Participants in the Solicitation
Edify, Unique Logistics, and their directors and executive officers may be deemed to be participants in the solicitation of proxies from Edify shareholders and written consents from Unique Logistics’s stockholders with respect to the Merger.
Information about Edify’s directors and executive officers and a description of their interests in Edify and with respect to the Merger and any other matters to be acted upon at the Special Meeting will be included in the proxy statement/consent solicitation statement/prospectus for the proposed Merger and be available at the SEC’s website (www.sec.gov).
Information about Unique Logistics’s directors and executive officers is set forth in Unique Logistics’s Annual Report on Form 10-K for the year ended May 31, 2023, as filed with the SEC on September 15, 2023, and information regarding their interests in Edify and with respect to the Merger will be included in the proxy statement/consent solicitation statement/prospectus in connection with the proposed Merger.
No Offer or Solicitation
This communication is not a proxy statement or consent solicitation statement or solicitation of a proxy, consent, or authorization with respect to any securities or in respect of the proposed transaction and does not constitute an offer to sell or the solicitation of an offer to buy any securities of Edify, Unique Logistics, or any successor entity thereof nor shall there be any offer, solicitation, exchange, or sale of any such securities in any state or jurisdiction in which such offer, solicitation, exchange, or sale would be unlawful prior to registration or qualification under the securities laws of any such state or jurisdiction.
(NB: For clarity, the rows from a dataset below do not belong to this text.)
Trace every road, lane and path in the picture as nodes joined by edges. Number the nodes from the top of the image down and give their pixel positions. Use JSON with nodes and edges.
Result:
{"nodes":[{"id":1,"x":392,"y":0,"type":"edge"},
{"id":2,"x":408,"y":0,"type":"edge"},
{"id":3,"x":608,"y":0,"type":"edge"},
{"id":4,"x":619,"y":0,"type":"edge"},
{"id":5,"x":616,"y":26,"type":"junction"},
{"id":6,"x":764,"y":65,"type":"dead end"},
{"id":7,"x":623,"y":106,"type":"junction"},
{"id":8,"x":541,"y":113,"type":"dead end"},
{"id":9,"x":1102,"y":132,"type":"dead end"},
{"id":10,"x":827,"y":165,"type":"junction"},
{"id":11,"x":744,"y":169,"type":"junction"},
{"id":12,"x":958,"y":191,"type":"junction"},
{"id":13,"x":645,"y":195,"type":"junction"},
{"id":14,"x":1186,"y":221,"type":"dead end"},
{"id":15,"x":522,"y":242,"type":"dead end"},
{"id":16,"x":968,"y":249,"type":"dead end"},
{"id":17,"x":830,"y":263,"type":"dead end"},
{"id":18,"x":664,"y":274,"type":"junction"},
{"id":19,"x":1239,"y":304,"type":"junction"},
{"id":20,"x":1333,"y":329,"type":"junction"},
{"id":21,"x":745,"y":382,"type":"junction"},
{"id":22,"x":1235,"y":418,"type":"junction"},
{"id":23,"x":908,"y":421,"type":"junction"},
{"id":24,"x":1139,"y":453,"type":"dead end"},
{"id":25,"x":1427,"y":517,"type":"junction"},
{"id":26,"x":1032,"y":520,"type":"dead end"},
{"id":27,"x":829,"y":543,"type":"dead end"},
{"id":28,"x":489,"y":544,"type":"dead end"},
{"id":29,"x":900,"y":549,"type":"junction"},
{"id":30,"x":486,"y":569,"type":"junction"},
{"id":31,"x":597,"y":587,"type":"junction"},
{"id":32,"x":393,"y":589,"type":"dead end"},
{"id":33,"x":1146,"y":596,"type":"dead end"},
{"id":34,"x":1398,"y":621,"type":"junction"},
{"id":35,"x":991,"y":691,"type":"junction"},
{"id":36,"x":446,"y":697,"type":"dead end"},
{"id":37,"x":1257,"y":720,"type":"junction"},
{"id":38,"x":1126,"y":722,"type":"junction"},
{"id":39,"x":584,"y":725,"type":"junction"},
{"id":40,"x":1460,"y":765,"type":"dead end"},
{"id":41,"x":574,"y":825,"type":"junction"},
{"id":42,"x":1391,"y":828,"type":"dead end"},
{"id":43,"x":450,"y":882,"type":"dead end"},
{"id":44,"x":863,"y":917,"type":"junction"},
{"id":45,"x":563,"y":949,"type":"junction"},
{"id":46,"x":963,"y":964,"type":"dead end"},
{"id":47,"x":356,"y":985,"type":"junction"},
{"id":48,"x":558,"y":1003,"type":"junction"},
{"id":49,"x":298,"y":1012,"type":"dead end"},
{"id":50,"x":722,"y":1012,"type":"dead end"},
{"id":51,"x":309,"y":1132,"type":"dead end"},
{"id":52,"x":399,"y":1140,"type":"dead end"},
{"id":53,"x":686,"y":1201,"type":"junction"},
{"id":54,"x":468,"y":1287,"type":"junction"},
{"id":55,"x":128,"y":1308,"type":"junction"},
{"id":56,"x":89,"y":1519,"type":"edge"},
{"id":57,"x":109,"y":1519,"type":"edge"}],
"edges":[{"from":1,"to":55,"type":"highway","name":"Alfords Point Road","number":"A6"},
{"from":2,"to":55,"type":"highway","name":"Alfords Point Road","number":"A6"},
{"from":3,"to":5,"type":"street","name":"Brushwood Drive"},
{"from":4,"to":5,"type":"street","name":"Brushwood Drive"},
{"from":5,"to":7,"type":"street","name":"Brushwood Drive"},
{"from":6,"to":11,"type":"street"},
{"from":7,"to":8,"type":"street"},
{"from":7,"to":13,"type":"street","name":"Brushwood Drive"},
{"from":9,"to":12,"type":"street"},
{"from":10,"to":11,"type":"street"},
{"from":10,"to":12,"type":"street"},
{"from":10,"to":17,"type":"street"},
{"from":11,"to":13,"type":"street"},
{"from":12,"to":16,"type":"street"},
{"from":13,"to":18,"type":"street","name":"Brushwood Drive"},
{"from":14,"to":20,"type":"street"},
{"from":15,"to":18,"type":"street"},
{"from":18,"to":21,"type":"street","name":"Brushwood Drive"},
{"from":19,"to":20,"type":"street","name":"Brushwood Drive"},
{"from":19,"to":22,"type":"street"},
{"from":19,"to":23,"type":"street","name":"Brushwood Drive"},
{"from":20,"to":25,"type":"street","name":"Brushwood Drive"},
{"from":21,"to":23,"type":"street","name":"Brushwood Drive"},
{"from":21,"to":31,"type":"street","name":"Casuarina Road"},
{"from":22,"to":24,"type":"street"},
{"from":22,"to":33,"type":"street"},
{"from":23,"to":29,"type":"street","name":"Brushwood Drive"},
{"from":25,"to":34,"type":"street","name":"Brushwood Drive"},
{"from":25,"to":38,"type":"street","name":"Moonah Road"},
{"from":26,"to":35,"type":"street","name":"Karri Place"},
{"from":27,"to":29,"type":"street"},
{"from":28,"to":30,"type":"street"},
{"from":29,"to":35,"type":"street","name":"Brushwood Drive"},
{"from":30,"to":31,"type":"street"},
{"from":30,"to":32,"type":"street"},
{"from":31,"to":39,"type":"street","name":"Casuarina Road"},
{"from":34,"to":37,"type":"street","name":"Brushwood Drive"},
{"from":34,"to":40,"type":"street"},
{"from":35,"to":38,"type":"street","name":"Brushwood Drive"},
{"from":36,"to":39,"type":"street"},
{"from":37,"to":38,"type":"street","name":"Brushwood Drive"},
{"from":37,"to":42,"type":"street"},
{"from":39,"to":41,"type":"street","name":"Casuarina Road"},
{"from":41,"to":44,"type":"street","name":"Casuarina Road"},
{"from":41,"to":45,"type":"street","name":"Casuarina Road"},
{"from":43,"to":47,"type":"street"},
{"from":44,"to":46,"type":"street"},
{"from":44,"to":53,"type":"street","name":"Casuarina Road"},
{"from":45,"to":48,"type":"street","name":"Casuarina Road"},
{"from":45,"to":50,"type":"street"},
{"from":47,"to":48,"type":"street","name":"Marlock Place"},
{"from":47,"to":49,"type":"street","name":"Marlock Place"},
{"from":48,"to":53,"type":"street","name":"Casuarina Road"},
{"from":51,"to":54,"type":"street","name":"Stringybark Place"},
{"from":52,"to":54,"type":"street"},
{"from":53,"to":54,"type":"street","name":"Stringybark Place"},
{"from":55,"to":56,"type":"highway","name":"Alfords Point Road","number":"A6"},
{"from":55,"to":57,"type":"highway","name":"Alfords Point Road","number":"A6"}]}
No offer of securities shall be made except by means of a prospectus meeting the requirements of the Securities Act. INVESTMENT IN ANY SECURITIES DESCRIBED HEREIN HAS NOT BEEN APPROVED BY THE SEC OR ANY OTHER REGULATORY AUTHORITY NOR HAS ANY AUTHORITY PASSED UPON OR ENDORSED THE MERITS OF THE OFFERING OR THE ACCURACY OR ADEQUACY OF THE INFORMATION CONTAINED HEREIN. ANY REPRESENTATION TO THE CONTRARY IS A CRIMINAL OFFENSE.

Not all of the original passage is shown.